Back home in Howth in late July, the Kelly family’s efforts were re-directed towards helping tonner Half Tonner Harmony (Johnny Swann) prepare for the Half Ton Classics in Belgium in August, as young David Kelly – Pat’s grandson – is a member of the Harmony crew. Apart from showing the camaraderie of sailing, it was something which underlined the significant difference between Howth’s hyper-keen Half Tonners (we hear the class is soon to have an interesting new addition) and RC35s like the J/109.
For the Half Tonners are a manageable road-trailing proposition, but the J/109s and other RC 35s are too big for most owners to consider the road journey as an integral part of campaigning.
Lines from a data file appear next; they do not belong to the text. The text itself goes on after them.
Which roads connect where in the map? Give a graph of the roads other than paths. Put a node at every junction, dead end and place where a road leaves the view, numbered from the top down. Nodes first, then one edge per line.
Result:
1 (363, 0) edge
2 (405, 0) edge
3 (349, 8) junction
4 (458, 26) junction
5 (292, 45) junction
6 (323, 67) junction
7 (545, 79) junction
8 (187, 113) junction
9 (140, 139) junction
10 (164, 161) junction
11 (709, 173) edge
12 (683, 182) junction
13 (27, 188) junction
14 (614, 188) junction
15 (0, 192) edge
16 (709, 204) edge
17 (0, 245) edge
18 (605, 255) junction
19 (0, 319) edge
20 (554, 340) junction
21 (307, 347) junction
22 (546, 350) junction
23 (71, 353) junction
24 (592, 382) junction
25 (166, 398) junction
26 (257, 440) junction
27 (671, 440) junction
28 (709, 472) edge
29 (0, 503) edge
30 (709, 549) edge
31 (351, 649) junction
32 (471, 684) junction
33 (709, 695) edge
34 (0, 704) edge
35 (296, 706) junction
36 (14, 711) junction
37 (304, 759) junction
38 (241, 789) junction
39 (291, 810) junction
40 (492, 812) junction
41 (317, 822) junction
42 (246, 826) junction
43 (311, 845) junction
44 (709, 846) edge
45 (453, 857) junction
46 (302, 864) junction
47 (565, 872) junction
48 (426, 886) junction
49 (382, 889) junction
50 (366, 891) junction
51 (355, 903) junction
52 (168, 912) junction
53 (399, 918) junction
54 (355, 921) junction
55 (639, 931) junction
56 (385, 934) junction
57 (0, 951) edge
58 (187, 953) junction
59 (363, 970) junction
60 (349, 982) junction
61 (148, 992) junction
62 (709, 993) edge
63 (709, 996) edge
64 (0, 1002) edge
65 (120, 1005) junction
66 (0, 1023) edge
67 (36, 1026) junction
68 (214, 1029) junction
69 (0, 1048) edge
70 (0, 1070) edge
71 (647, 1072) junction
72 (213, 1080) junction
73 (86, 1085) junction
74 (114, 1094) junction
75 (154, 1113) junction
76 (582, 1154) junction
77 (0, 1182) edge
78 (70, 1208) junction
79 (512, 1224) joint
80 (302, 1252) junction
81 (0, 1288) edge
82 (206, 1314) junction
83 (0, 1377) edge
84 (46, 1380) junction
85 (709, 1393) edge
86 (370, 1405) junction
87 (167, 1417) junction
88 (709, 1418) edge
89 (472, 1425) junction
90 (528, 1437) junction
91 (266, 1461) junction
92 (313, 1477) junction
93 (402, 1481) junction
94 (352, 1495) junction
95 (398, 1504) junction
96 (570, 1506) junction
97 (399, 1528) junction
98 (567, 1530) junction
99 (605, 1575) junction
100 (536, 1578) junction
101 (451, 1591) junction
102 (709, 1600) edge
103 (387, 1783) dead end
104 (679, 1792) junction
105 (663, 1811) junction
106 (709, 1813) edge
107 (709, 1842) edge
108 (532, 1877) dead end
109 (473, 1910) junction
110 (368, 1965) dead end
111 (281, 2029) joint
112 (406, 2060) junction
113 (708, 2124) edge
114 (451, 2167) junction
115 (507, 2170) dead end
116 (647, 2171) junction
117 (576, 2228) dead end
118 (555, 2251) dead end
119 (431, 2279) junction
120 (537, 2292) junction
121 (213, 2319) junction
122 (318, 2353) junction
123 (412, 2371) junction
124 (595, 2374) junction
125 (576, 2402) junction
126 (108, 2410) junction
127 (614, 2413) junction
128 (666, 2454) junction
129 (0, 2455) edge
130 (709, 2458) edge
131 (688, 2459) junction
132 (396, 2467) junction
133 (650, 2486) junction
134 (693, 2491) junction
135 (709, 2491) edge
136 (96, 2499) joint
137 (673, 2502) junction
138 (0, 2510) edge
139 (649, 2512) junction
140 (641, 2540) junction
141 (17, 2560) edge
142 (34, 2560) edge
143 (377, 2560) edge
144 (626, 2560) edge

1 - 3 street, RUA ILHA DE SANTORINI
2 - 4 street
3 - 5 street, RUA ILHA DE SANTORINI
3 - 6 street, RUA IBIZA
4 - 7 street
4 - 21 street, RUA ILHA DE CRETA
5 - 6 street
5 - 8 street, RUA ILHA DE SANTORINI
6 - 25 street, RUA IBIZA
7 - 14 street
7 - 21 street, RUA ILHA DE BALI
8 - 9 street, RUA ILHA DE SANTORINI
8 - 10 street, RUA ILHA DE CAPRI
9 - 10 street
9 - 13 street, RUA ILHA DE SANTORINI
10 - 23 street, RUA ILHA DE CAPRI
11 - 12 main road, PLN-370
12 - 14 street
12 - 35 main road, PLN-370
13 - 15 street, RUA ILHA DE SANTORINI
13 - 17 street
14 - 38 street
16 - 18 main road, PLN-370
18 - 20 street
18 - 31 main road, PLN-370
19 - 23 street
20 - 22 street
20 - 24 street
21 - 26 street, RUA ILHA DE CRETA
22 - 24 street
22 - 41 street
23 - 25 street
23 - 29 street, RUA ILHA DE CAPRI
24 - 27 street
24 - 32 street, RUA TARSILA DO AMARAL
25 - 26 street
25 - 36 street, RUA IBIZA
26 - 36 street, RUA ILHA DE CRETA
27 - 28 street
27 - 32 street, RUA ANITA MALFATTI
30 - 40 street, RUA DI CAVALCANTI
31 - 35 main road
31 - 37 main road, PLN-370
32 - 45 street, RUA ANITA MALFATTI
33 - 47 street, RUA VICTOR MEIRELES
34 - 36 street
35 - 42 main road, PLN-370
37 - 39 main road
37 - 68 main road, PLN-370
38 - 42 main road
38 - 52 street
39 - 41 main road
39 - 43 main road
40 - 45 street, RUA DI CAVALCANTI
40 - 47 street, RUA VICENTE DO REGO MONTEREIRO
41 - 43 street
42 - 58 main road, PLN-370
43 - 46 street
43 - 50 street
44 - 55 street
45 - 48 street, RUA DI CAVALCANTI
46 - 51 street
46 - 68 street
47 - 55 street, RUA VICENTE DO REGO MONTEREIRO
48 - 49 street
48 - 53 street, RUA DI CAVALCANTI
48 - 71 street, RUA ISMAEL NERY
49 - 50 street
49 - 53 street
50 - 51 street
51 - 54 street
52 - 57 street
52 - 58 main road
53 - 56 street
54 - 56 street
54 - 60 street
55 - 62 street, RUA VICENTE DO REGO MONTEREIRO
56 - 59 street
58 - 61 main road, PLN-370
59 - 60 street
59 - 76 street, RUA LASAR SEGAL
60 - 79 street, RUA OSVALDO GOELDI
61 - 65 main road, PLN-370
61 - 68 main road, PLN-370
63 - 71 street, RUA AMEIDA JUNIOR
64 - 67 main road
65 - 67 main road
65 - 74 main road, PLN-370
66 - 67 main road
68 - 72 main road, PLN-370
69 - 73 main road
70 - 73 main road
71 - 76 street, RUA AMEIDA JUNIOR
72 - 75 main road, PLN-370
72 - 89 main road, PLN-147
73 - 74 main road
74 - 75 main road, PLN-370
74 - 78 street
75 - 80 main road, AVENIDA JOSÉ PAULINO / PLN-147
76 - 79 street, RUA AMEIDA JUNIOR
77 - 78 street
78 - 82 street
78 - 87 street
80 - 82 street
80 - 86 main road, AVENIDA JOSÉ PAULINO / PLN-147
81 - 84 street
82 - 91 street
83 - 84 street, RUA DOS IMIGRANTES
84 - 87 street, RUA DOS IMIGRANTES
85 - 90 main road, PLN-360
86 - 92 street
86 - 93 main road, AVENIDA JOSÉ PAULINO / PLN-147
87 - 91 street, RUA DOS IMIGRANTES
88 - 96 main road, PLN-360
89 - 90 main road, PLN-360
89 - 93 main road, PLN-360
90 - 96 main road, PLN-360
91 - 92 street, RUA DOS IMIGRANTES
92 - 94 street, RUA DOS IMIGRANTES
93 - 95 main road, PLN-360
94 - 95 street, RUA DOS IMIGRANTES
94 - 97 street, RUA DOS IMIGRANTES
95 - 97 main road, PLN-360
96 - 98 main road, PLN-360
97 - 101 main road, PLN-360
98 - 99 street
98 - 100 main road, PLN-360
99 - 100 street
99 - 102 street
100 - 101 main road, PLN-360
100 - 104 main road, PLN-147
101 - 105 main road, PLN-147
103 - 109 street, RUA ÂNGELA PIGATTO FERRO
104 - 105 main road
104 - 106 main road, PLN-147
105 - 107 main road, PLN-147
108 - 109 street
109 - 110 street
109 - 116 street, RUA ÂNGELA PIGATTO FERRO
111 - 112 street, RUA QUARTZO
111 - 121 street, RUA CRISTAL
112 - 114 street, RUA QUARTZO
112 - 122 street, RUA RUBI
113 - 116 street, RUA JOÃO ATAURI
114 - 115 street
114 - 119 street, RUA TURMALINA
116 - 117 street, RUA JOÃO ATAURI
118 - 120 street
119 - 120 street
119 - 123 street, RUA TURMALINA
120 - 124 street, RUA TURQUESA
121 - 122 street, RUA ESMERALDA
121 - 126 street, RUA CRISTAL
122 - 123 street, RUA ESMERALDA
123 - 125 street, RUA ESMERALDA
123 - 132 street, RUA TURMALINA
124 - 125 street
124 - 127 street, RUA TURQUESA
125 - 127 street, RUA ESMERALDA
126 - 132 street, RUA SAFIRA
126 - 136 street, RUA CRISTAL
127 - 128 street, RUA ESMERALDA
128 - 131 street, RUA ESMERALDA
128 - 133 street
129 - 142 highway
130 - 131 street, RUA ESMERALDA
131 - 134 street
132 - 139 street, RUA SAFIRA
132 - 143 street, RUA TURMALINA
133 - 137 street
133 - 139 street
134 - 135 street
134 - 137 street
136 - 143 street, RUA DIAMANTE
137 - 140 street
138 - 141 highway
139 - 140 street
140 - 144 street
In other words, the RC35 has the potential to flourish when its various centres are within reasonable sailing distance of each other, and this is why its initial area of growth is along the Firth of Clyde with out-reach to the East Coast of Ireland and North Wales, with the different main events being given an overall structure through the season-long Celtic Cup Trophy. For 2018, this was decisively taken by Storm after she added to her earlier success in the Clyde and Belfast Lough by winning the Welsh IRC Championship off Pwllheli and Abersoch in breezy conditions in August.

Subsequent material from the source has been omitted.